Prolog

174 20 1
                                    

Happy reading!

***

Rain, gadis kecil yang memiliki kekurangan tidak bisa bicara sejak lahir. Rain masih berumur tujuh tahun, dia tidak pernah merasakan sedikitpun kasih sayang dari kedua orang tuanya. Meskipun begitu, Rain tetap menyayangi mereka dan tetap menganggap mereka sebagai orang tuanya.

Setiap harinya dia hanya bisa mendekam di dalam kamarnya seraya mendengar sahutan-sahutan yang orang tuanya keluarkan. Bahkan kata-kata yang tidak pantas untuk dikeluarkan pun dia mendengarnya.

Seperti saat ini, Rain terduduk bersender di pintu kamarnya dengan kedua kakinya yang terlipat dan kedua tangan mungilnya yang setia menutup kedua telinganya, tidak lupa juga dengan air mata yang keluar dari pelupuk matanya.

Tubuhnya bergetar hebat karena takut, teriakan demi teriakan masih terdengar di luar. Suara itu sangat keras hingga memekakkan telinga. Para tetangga tidak pernah sekalipun mendengar teriakan itu karena jarak rumahnya lumayan jauh dari rumah-rumah tetangga. Oleh karena itu, para tetangga mengira keluarga mereka baik-baik saja dan terlihat harmonis.

Gemericik air hujan datang menyambut Rain, matanya menatap rintikan air hujan itu. Ingin sekali dia keluar dari rumah dan bermain dengan hujan. Namun tidak bisa, kedua orang tuanya masih bertengkar di bawah. Jika dia ingin keluar, otomatis dia harus melewati ruangan itu.

Dia tidak bisa, dia takut jika kejadian itu terulang lagi. Lebih baik dia tetap di sini. Menatap air hujan dari jendela kamarnya saja sudah cukup.

Rain tersenyum kecil ketika melihat ada beberapa anak seusianya yang sedang bermain hujan dengan senyum lebar terlukis di wajah mereka di bawah sana. Berlari ke sana dan kemari seperti tidak memiliki beban.

Rain terpekik kaget ketika melihat seseorang dari mereka terpeleset dan terjatuh. Namun, tidak lama anak itu kembali bangun dan tertawa lebar lagi. Rain yang melihat itu pun kembali ikut tersenyum.

"Pokoknya kita harus bercerai!"

Rain kembali terperanjat, dia memegang dadanya yang berdegub kencang karena terkejut. Kalimat itu lagi, Rain tidak tahu apa yang sebenarnya mereka ributkan. Kata 'cerai'. Kata itu terus saja mereka ucapkan. Rain tidak tahu apa itu 'cerai'. Rain begitu polos, Rain tidak tahu apa-apa. Dia tidak mengerti dengan semua yang didengar dari ucapan kedua orang tuanya.

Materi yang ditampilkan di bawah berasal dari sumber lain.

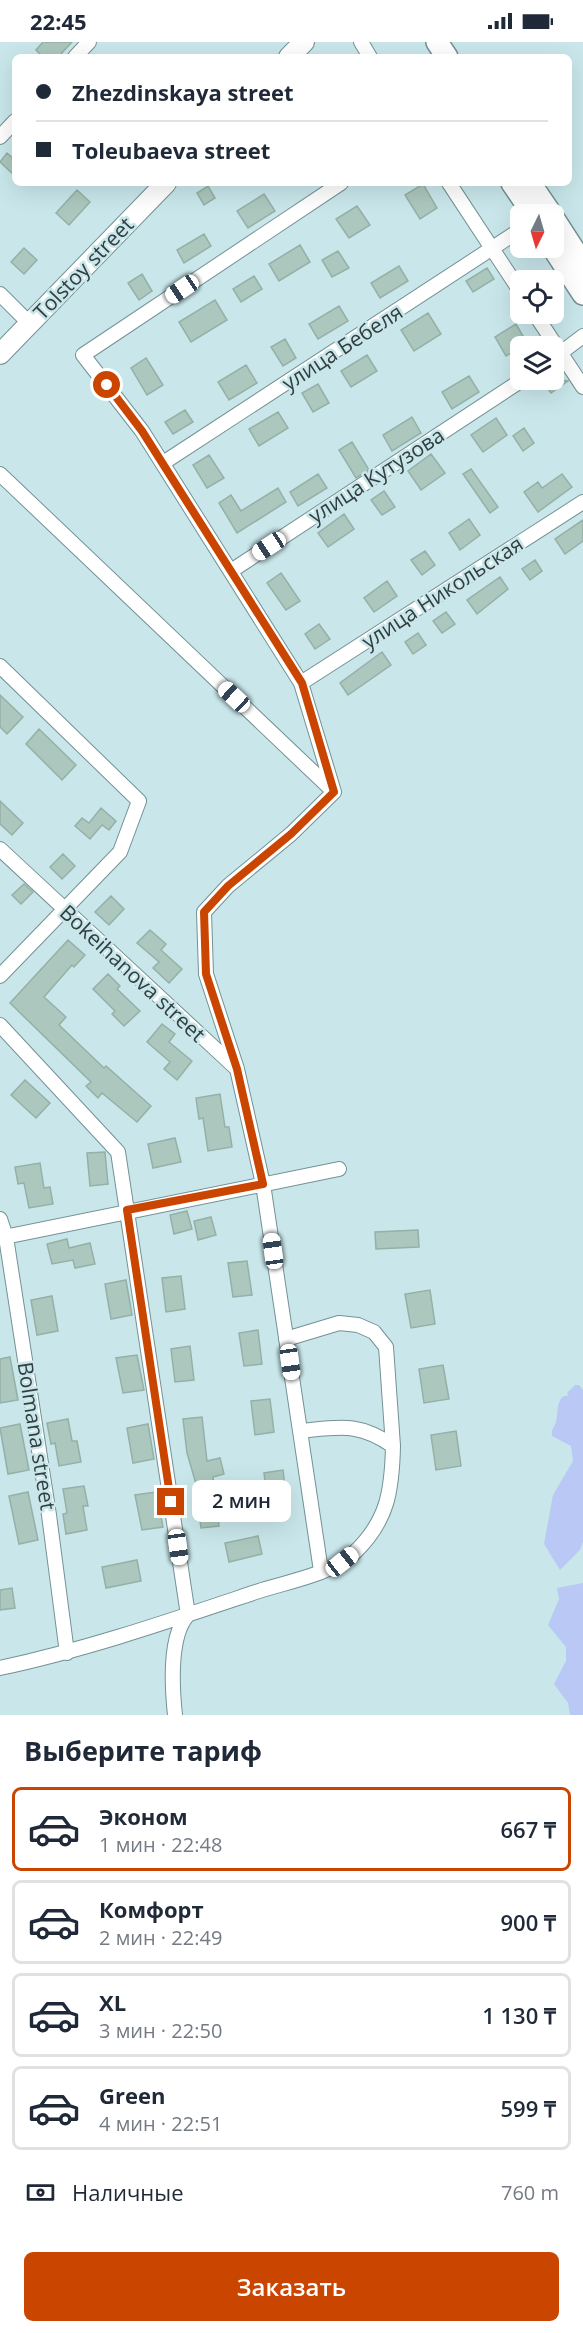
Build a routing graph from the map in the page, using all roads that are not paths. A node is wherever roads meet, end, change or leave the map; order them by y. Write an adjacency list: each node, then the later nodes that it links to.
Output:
1 (89, 42): 3 (street)
2 (304, 42): 4 (street)
3 (78, 54)
4 (292, 54)
5 (12, 124): 6 (street)
6 (0, 137)
7 (163, 186): 22 (street, Tolstoy street)
8 (336, 186): 29 (street)
9 (451, 186): 16 (street)
10 (514, 186): 12 (main road)
11 (532, 186): 13 (main road)
12 (526, 204)
13 (544, 204)
14 (564, 235): 18 (main road)
15 (510, 237): 16 (street, улица Бебеля)
16 (493, 249): 19 (street); 29 (street, улица Бебеля)
17 (560, 258): 21 (main road)
18 (583, 264)
19 (510, 275)
20 (0, 294): 22 (street)
21 (583, 294)
22 (29, 323): 25 (street, Tolstoy street)
23 (583, 336): 24 (street)
24 (564, 351)
25 (0, 354)
26 (564, 364): 27 (street)
27 (583, 387)
28 (510, 388): 32 (street, улица Кутузова)
29 (163, 464): 32 (street)
30 (0, 474): 35 (street)
31 (583, 502): 34 (street, улица Никольская)
32 (231, 571): 34 (street)
33 (0, 666): 37 (street)
34 (302, 683): 35 (street)
35 (334, 792): 40 (street)
36 (0, 849): 37 (street, Bokeihanova street)
37 (63, 908): 38 (street); 40 (street, Bokeihanova street)
38 (0, 976)
39 (0, 1025): 43 (street)
40 (237, 1069): 42 (street)
41 (339, 1169): 42 (street)
42 (263, 1184): 43 (street); 46 (street)
43 (127, 1210): 45 (street); 50 (street)
44 (0, 1219): 45 (street, Bolmana street)
45 (3, 1237): 51 (street, Bolmana street)
46 (286, 1339): 47 (street); 48 (street)
47 (300, 1431): 48 (street); 49 (street)
48 (393, 1446): 49 (street)
49 (321, 1571): 50 (street)
50 (188, 1615): 51 (street); 53 (street)
51 (67, 1653): 52 (street)
52 (0, 1668)
53 (175, 1715)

Rain tidak mendengar kembali sebuah teriakan, hening. Mungkin mereka telah lelah untuk berteriak kembali. Rain berjalan kecil menghampiri pintu, mengecek apakah benar di bawah sana mereka sudah tidak bertengkar lagi.

Brak!
Pintu kamar Rain terbuka dengan keras, dada Rain kembali berdegub kencang. Apalagi saat pintu itu terbuka, yang terlihat adalah sosok Aris-papanya.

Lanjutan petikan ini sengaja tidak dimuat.